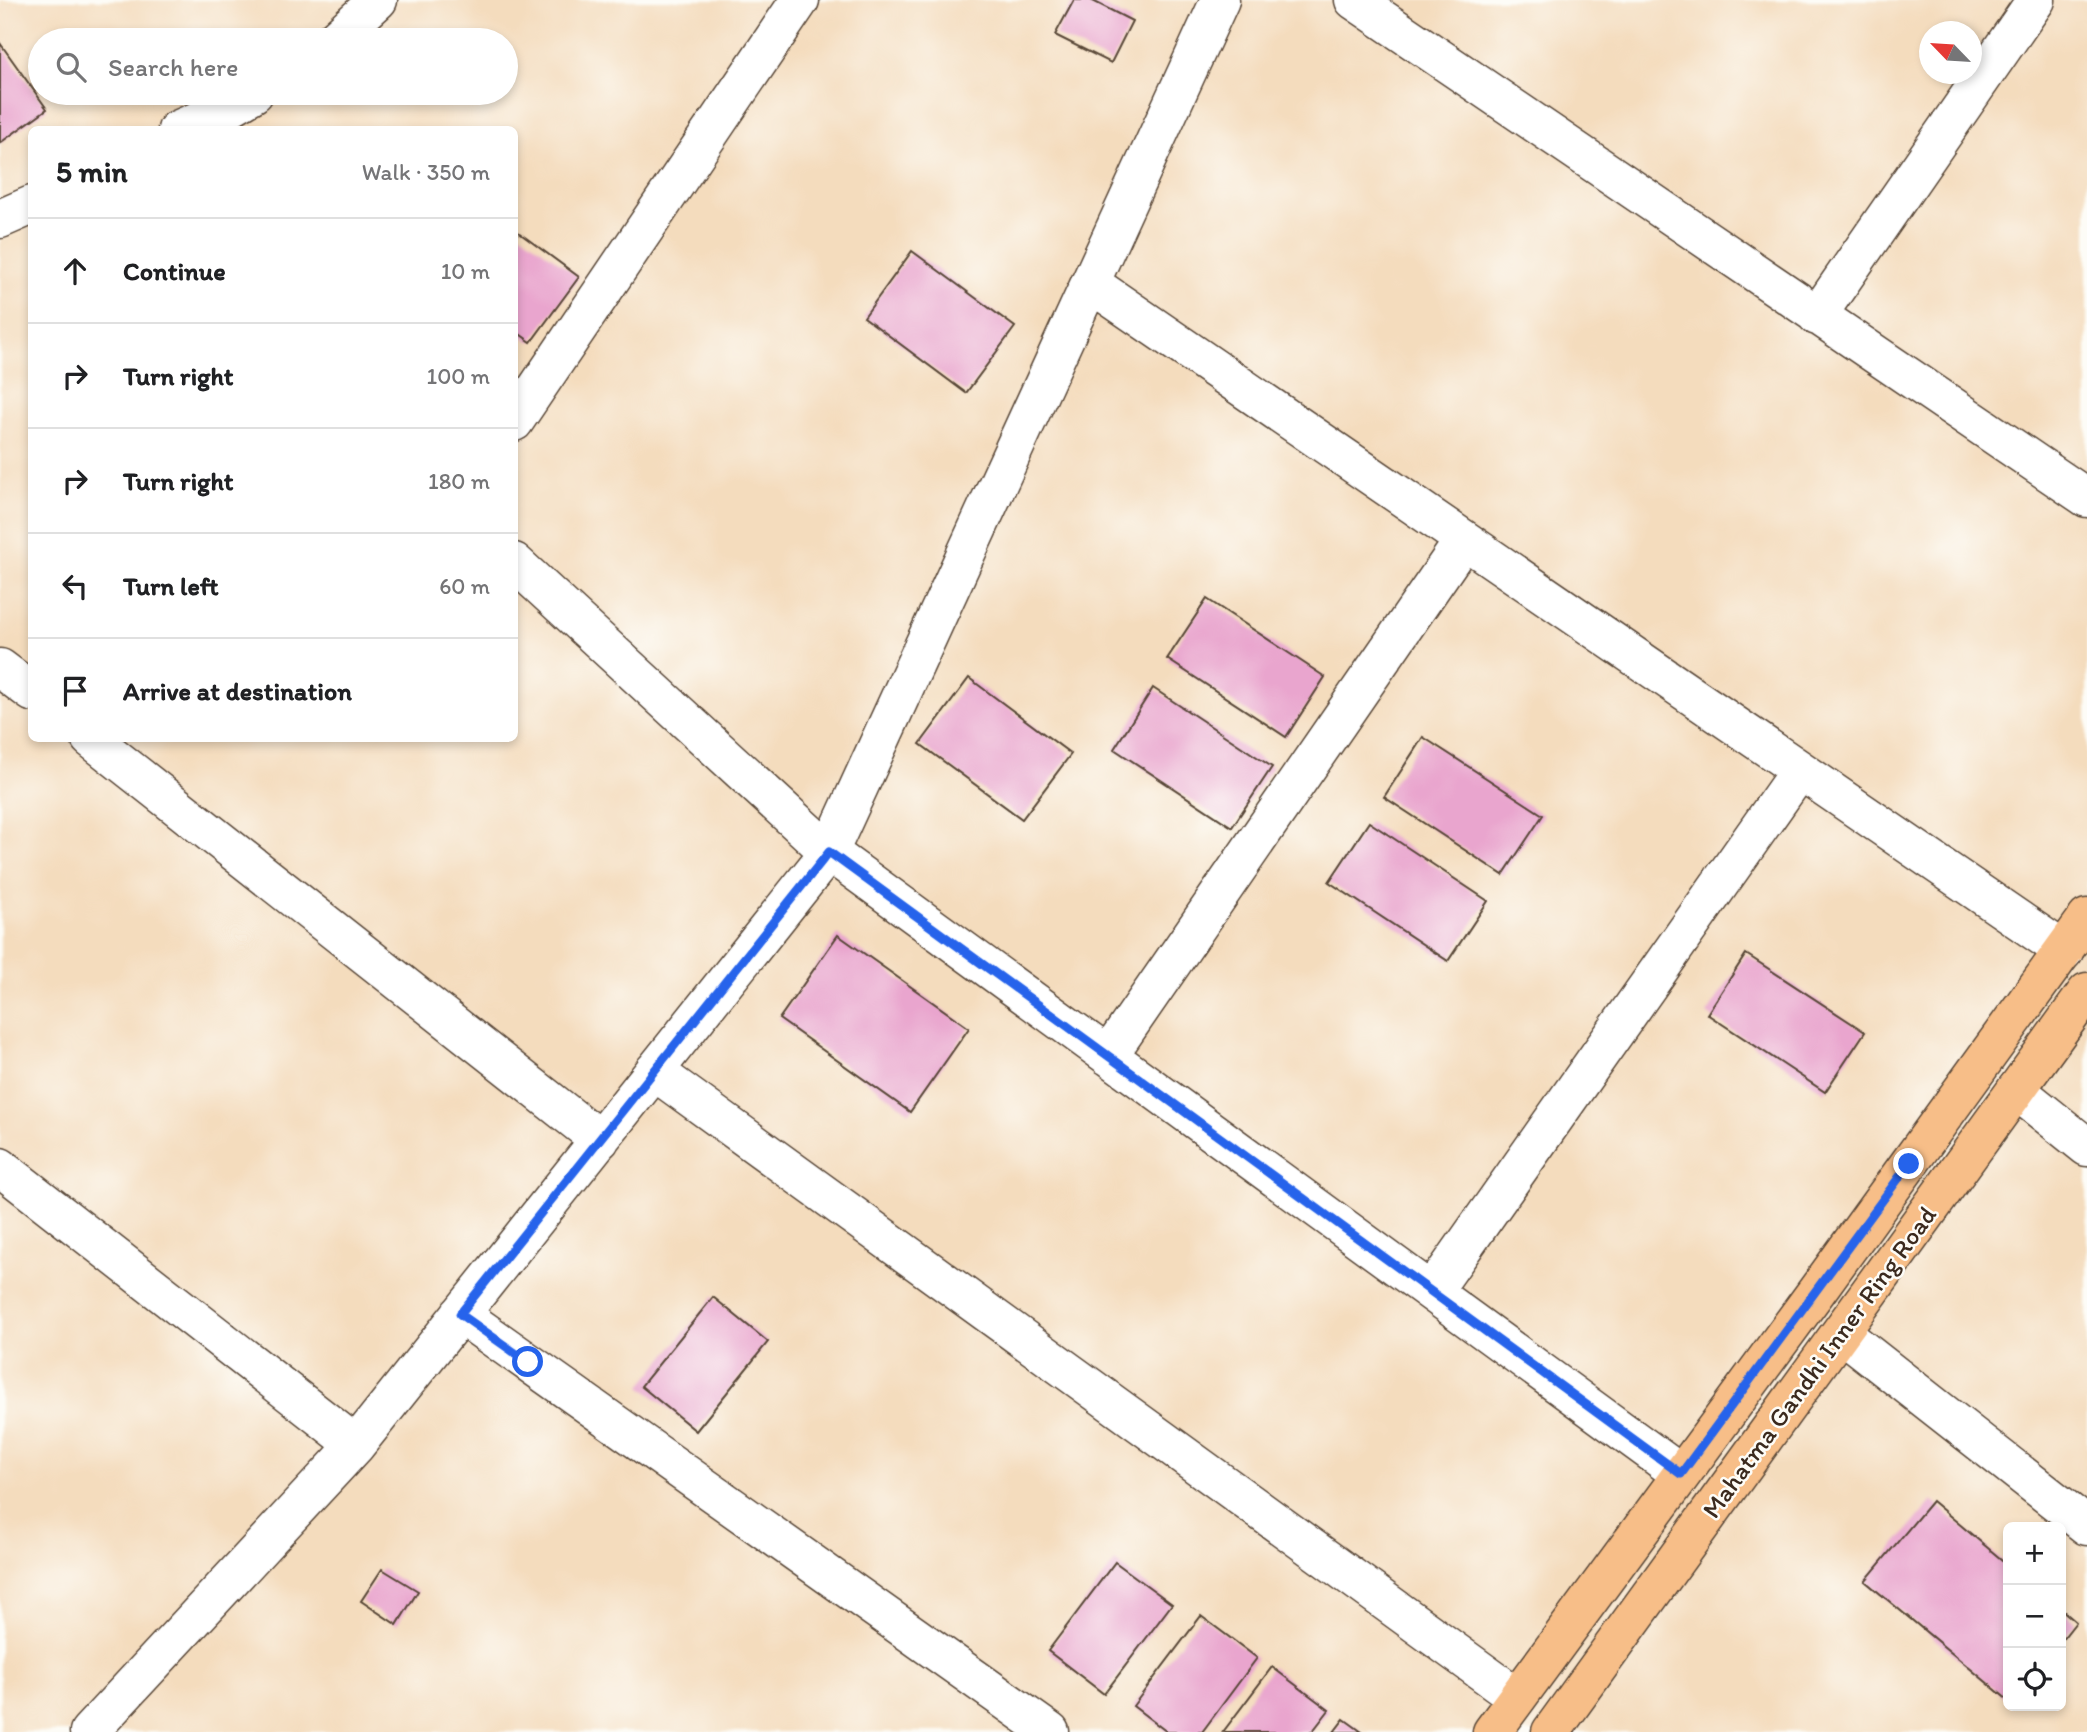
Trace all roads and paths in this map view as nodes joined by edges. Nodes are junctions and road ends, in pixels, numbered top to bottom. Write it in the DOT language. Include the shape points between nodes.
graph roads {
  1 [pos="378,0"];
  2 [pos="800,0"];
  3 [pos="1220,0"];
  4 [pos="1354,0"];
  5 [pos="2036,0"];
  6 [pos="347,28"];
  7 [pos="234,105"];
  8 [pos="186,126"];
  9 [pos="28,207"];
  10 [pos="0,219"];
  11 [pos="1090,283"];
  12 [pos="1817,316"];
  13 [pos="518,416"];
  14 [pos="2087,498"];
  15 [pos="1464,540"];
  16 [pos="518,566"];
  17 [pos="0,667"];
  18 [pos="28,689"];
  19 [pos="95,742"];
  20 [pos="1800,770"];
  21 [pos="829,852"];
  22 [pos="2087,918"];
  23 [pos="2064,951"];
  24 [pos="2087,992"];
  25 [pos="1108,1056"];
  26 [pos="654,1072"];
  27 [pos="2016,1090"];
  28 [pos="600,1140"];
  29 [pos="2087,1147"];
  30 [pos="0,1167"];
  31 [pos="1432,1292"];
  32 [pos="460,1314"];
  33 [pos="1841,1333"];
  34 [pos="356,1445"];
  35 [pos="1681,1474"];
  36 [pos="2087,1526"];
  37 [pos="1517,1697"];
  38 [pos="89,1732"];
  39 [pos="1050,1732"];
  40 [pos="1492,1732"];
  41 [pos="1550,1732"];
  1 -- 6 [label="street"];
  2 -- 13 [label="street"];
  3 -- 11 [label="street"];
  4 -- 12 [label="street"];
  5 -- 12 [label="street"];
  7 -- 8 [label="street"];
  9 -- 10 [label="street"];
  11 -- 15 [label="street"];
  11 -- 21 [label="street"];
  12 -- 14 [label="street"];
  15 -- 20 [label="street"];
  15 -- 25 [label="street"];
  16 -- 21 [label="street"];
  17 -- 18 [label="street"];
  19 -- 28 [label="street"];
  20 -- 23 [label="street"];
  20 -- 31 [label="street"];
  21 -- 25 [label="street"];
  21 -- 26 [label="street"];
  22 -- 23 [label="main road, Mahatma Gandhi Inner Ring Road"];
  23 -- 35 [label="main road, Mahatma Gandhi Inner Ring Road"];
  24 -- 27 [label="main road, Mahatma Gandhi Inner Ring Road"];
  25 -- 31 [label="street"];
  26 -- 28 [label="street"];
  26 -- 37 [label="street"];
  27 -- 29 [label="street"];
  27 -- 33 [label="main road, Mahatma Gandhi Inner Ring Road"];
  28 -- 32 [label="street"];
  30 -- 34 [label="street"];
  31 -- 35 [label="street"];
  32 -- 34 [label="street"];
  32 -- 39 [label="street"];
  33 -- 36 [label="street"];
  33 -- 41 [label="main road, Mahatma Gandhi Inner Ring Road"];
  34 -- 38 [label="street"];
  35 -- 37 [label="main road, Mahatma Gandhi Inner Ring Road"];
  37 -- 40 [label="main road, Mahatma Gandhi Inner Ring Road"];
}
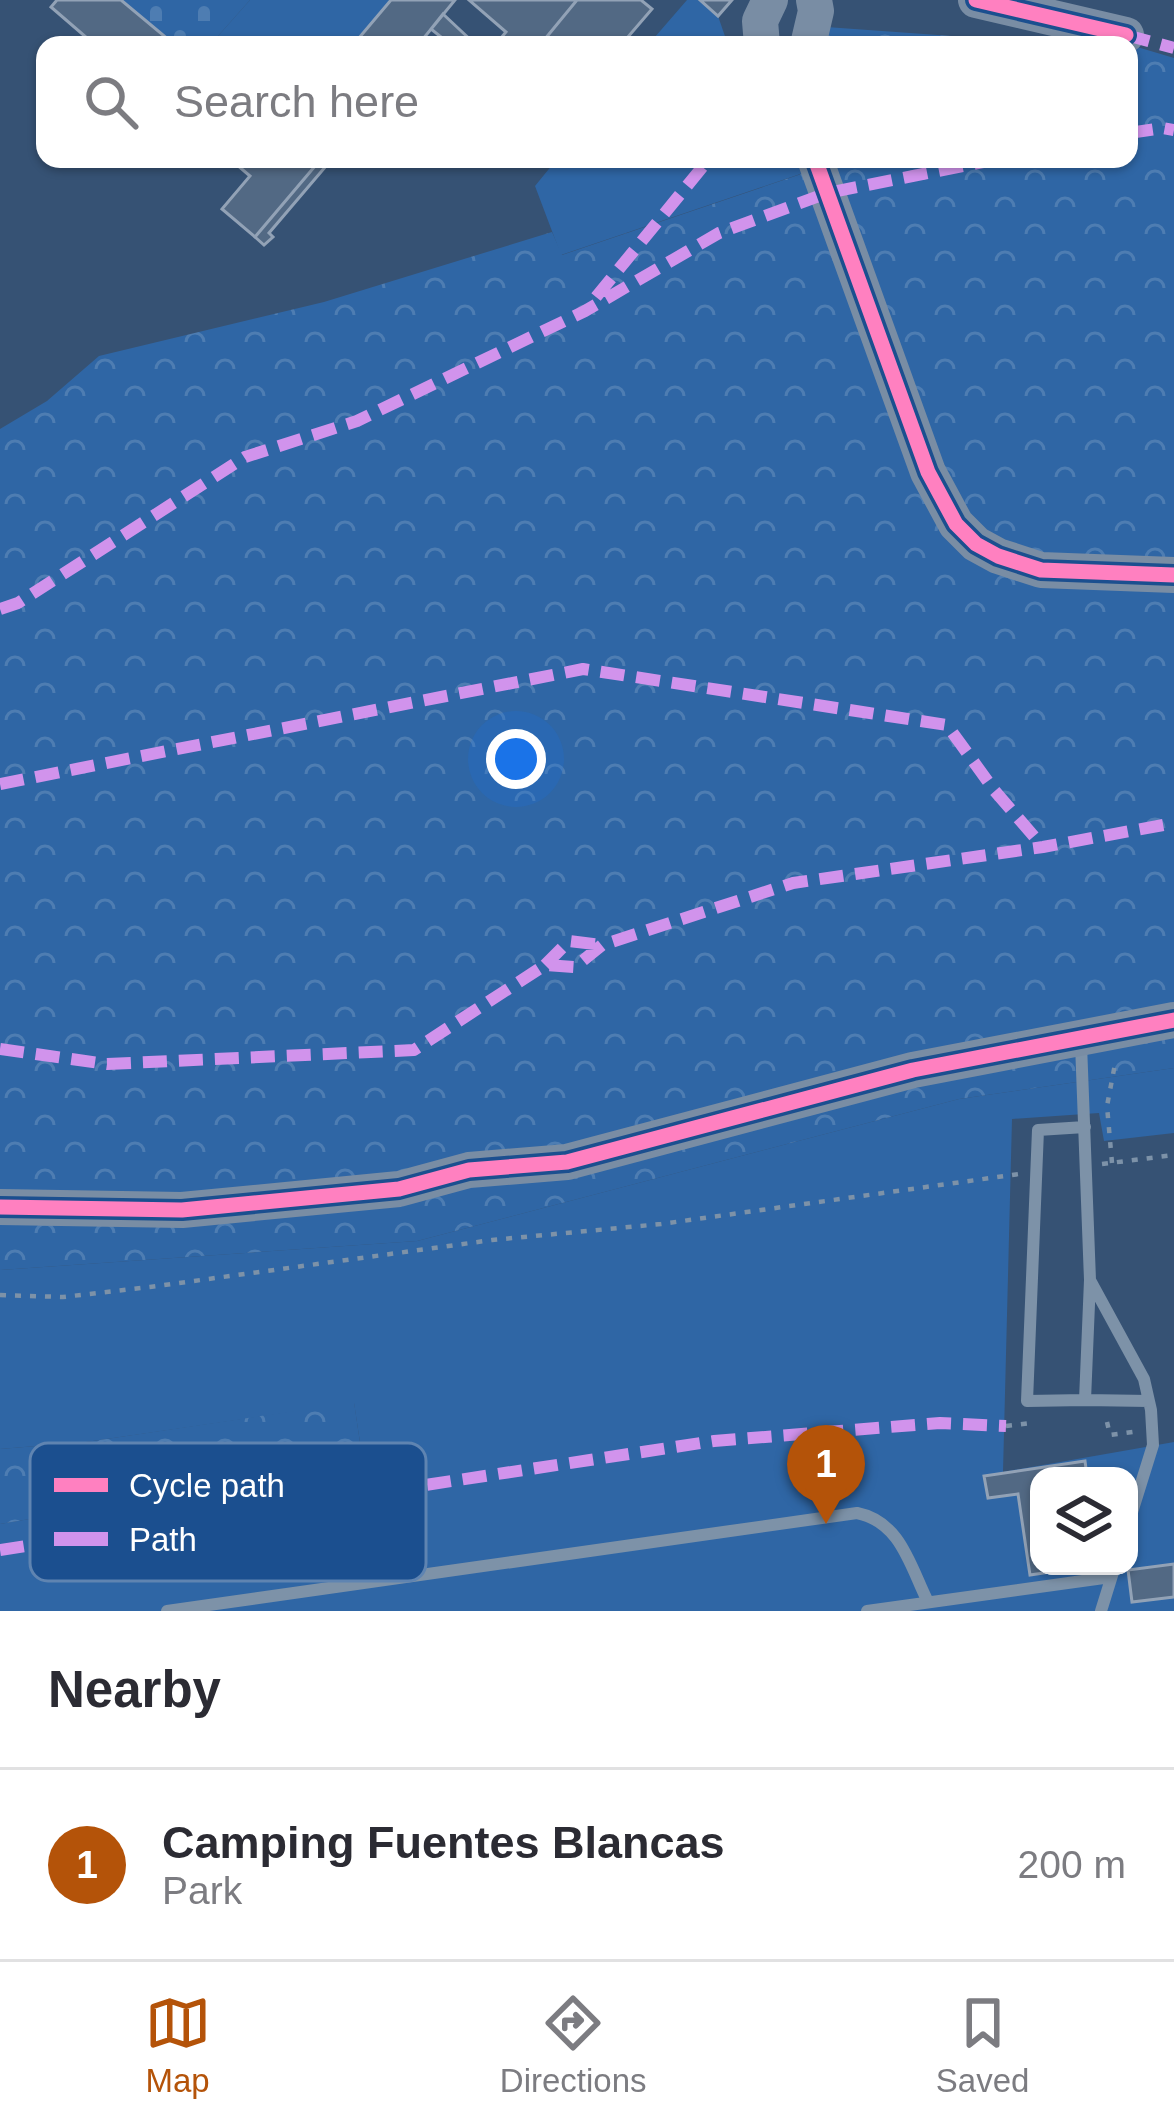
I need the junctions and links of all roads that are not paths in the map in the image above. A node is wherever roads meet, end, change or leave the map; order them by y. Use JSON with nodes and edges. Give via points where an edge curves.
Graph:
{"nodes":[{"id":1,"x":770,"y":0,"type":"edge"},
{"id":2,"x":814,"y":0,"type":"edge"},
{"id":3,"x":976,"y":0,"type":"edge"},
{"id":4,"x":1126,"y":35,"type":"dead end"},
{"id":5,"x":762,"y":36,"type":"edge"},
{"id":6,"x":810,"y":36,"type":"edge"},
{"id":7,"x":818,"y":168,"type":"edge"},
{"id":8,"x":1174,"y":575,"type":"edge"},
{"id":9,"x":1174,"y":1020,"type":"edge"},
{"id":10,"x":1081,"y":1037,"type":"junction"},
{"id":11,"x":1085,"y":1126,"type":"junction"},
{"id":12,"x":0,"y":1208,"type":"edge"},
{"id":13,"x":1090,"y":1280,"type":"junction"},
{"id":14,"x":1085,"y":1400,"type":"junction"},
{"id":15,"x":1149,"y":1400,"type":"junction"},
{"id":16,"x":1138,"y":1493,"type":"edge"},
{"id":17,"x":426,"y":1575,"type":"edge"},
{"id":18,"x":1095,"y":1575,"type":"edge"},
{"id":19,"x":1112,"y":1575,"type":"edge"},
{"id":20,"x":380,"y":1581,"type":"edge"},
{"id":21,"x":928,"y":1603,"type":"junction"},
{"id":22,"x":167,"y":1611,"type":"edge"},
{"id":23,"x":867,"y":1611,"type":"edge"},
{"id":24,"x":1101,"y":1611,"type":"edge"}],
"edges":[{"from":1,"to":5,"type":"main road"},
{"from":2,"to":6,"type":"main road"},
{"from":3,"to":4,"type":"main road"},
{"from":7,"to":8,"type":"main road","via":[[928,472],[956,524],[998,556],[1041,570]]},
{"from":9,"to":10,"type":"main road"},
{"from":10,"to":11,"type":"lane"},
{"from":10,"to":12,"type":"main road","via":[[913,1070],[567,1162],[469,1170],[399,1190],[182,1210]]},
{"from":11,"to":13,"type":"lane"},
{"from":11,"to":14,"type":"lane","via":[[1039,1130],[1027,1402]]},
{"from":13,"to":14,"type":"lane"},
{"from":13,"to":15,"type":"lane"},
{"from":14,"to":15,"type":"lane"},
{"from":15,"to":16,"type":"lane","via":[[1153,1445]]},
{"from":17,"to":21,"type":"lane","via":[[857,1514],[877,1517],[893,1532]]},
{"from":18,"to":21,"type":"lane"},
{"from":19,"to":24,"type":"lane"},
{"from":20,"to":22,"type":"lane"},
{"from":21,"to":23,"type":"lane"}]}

WORK TO COMPLETE: Only the pictures are to be dropped; the rest of the material above must be duplicated exactly.

ANSWER BOX:
Trace all roads and paths in this map view as nodes joined by edges. Nodes are junctions and road ends, in pixels, numbered top to bottom. Write it in the DOT language. Include the shape points between nodes.
graph roads {
  1 [pos="378,0"];
  2 [pos="800,0"];
  3 [pos="1220,0"];
  4 [pos="1354,0"];
  5 [pos="2036,0"];
  6 [pos="347,28"];
  7 [pos="234,105"];
  8 [pos="186,126"];
  9 [pos="28,207"];
  10 [pos="0,219"];
  11 [pos="1090,283"];
  12 [pos="1817,316"];
  13 [pos="518,416"];
  14 [pos="2087,498"];
  15 [pos="1464,540"];
  16 [pos="518,566"];
  17 [pos="0,667"];
  18 [pos="28,689"];
  19 [pos="95,742"];
  20 [pos="1800,770"];
  21 [pos="829,852"];
  22 [pos="2087,918"];
  23 [pos="2064,951"];
  24 [pos="2087,992"];
  25 [pos="1108,1056"];
  26 [pos="654,1072"];
  27 [pos="2016,1090"];
  28 [pos="600,1140"];
  29 [pos="2087,1147"];
  30 [pos="0,1167"];
  31 [pos="1432,1292"];
  32 [pos="460,1314"];
  33 [pos="1841,1333"];
  34 [pos="356,1445"];
  35 [pos="1681,1474"];
  36 [pos="2087,1526"];
  37 [pos="1517,1697"];
  38 [pos="89,1732"];
  39 [pos="1050,1732"];
  40 [pos="1492,1732"];
  41 [pos="1550,1732"];
  1 -- 6 [label="street"];
  2 -- 13 [label="street"];
  3 -- 11 [label="street"];
  4 -- 12 [label="street"];
  5 -- 12 [label="street"];
  7 -- 8 [label="street"];
  9 -- 10 [label="street"];
  11 -- 15 [label="street"];
  11 -- 21 [label="street"];
  12 -- 14 [label="street"];
  15 -- 20 [label="street"];
  15 -- 25 [label="street"];
  16 -- 21 [label="street"];
  17 -- 18 [label="street"];
  19 -- 28 [label="street"];
  20 -- 23 [label="street"];
  20 -- 31 [label="street"];
  21 -- 25 [label="street"];
  21 -- 26 [label="street"];
  22 -- 23 [label="main road, Mahatma Gandhi Inner Ring Road"];
  23 -- 35 [label="main road, Mahatma Gandhi Inner Ring Road"];
  24 -- 27 [label="main road, Mahatma Gandhi Inner Ring Road"];
  25 -- 31 [label="street"];
  26 -- 28 [label="street"];
  26 -- 37 [label="street"];
  27 -- 29 [label="street"];
  27 -- 33 [label="main road, Mahatma Gandhi Inner Ring Road"];
  28 -- 32 [label="street"];
  30 -- 34 [label="street"];
  31 -- 35 [label="street"];
  32 -- 34 [label="street"];
  32 -- 39 [label="street"];
  33 -- 36 [label="street"];
  33 -- 41 [label="main road, Mahatma Gandhi Inner Ring Road"];
  34 -- 38 [label="street"];
  35 -- 37 [label="main road, Mahatma Gandhi Inner Ring Road"];
  37 -- 40 [label="main road, Mahatma Gandhi Inner Ring Road"];
}
I need the junctions and links of all roads that are not paths in the map in the image above. A node is wherever roads meet, end, change or leave the map; order them by y. Use JSON with nodes and edges. Give via points where an edge curves.
Graph:
{"nodes":[{"id":1,"x":770,"y":0,"type":"edge"},
{"id":2,"x":814,"y":0,"type":"edge"},
{"id":3,"x":976,"y":0,"type":"edge"},
{"id":4,"x":1126,"y":35,"type":"dead end"},
{"id":5,"x":762,"y":36,"type":"edge"},
{"id":6,"x":810,"y":36,"type":"edge"},
{"id":7,"x":818,"y":168,"type":"edge"},
{"id":8,"x":1174,"y":575,"type":"edge"},
{"id":9,"x":1174,"y":1020,"type":"edge"},
{"id":10,"x":1081,"y":1037,"type":"junction"},
{"id":11,"x":1085,"y":1126,"type":"junction"},
{"id":12,"x":0,"y":1208,"type":"edge"},
{"id":13,"x":1090,"y":1280,"type":"junction"},
{"id":14,"x":1085,"y":1400,"type":"junction"},
{"id":15,"x":1149,"y":1400,"type":"junction"},
{"id":16,"x":1138,"y":1493,"type":"edge"},
{"id":17,"x":426,"y":1575,"type":"edge"},
{"id":18,"x":1095,"y":1575,"type":"edge"},
{"id":19,"x":1112,"y":1575,"type":"edge"},
{"id":20,"x":380,"y":1581,"type":"edge"},
{"id":21,"x":928,"y":1603,"type":"junction"},
{"id":22,"x":167,"y":1611,"type":"edge"},
{"id":23,"x":867,"y":1611,"type":"edge"},
{"id":24,"x":1101,"y":1611,"type":"edge"}],
"edges":[{"from":1,"to":5,"type":"main road"},
{"from":2,"to":6,"type":"main road"},
{"from":3,"to":4,"type":"main road"},
{"from":7,"to":8,"type":"main road","via":[[928,472],[956,524],[998,556],[1041,570]]},
{"from":9,"to":10,"type":"main road"},
{"from":10,"to":11,"type":"lane"},
{"from":10,"to":12,"type":"main road","via":[[913,1070],[567,1162],[469,1170],[399,1190],[182,1210]]},
{"from":11,"to":13,"type":"lane"},
{"from":11,"to":14,"type":"lane","via":[[1039,1130],[1027,1402]]},
{"from":13,"to":14,"type":"lane"},
{"from":13,"to":15,"type":"lane"},
{"from":14,"to":15,"type":"lane"},
{"from":15,"to":16,"type":"lane","via":[[1153,1445]]},
{"from":17,"to":21,"type":"lane","via":[[857,1514],[877,1517],[893,1532]]},
{"from":18,"to":21,"type":"lane"},
{"from":19,"to":24,"type":"lane"},
{"from":20,"to":22,"type":"lane"},
{"from":21,"to":23,"type":"lane"}]}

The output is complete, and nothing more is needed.